CST Cadets Learn How to Advance Through the ACFT and Life
FORT KNOX, Ky., – The 4th Regiment, Advanced Camp Cadets started their morning soaked in rain during the Army combat fitness test at Fort Knox, Ky., June 19, 2023. The first physical requirement that Cadets completed was the ACFT, which measured their physical fitness. The ACFT consists of six events: the three-repetition max deadlift, the standing power throw, hand-release pushups, sprint-drag-carry, plank and two-mile run. Cadet Alexander Bradley, Texas A&M University Central Texas, is one Cadet who completed the ACFT. “Fitness is one of the most important things that the military looks for,” Bradley said. “It’s essentially a baseline for being […]
FORT KNOX, Ky., – The 4th Regiment, Advanced Camp Cadets started their morning soaked in rain during the Army combat fitness test at Fort Knox, Ky., June 19, 2023.

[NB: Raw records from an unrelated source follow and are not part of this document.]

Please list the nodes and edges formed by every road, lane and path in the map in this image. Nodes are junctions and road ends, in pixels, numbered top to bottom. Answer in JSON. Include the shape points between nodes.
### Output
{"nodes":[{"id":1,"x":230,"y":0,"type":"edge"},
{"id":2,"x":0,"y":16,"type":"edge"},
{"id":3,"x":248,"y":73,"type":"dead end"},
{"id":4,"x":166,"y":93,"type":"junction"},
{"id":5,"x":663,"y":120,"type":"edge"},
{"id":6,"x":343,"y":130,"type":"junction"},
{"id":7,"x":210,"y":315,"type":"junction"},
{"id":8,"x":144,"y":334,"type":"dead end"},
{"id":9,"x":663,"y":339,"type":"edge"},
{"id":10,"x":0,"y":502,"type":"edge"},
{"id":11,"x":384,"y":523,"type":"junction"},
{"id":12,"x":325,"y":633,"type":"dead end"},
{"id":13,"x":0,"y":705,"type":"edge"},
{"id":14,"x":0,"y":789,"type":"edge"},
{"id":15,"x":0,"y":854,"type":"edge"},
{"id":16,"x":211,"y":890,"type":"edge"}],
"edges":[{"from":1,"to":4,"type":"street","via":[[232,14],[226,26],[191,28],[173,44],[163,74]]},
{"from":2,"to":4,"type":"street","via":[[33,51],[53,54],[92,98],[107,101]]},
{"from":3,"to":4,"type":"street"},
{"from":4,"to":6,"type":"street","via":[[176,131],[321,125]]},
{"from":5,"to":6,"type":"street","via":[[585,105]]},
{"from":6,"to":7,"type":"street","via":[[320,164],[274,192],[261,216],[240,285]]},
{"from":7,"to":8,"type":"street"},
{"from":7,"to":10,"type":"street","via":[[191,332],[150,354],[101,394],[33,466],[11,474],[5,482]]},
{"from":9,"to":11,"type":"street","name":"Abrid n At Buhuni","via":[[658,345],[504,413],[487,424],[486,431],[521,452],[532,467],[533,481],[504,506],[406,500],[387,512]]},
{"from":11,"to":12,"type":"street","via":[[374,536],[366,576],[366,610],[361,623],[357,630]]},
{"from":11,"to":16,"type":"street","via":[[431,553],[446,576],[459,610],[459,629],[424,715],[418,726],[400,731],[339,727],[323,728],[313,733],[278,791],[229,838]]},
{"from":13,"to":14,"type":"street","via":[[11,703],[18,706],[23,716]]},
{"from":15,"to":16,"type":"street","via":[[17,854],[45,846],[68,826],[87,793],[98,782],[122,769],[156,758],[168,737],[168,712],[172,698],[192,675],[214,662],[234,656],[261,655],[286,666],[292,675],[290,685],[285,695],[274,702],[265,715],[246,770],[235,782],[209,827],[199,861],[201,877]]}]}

The first physical requirement that Cadets completed was the ACFT, which measured their physical fitness. The ACFT consists of six events: the three-repetition max deadlift, the standing power throw, hand-release pushups, sprint-drag-carry, plank and two-mile run.
Cadet Alexander Bradley, Texas A&M University Central Texas, is one Cadet who completed the ACFT.
“Fitness is one of the most important things that the military looks for,” Bradley said. “It’s essentially a baseline for being a Soldier.”
Bradley enlisted in the U.S. Army in February 2018 as an intelligence analyst.
“My first duty station, I worked as an analyst at the 10th Air and Army Missile Defense Command in Kaiserslautern, Germany,” Bradley said.
Bradley gained experience working with air defense and other intelligence units in the area to help the mission to conduct joint and combined air missile defense operations.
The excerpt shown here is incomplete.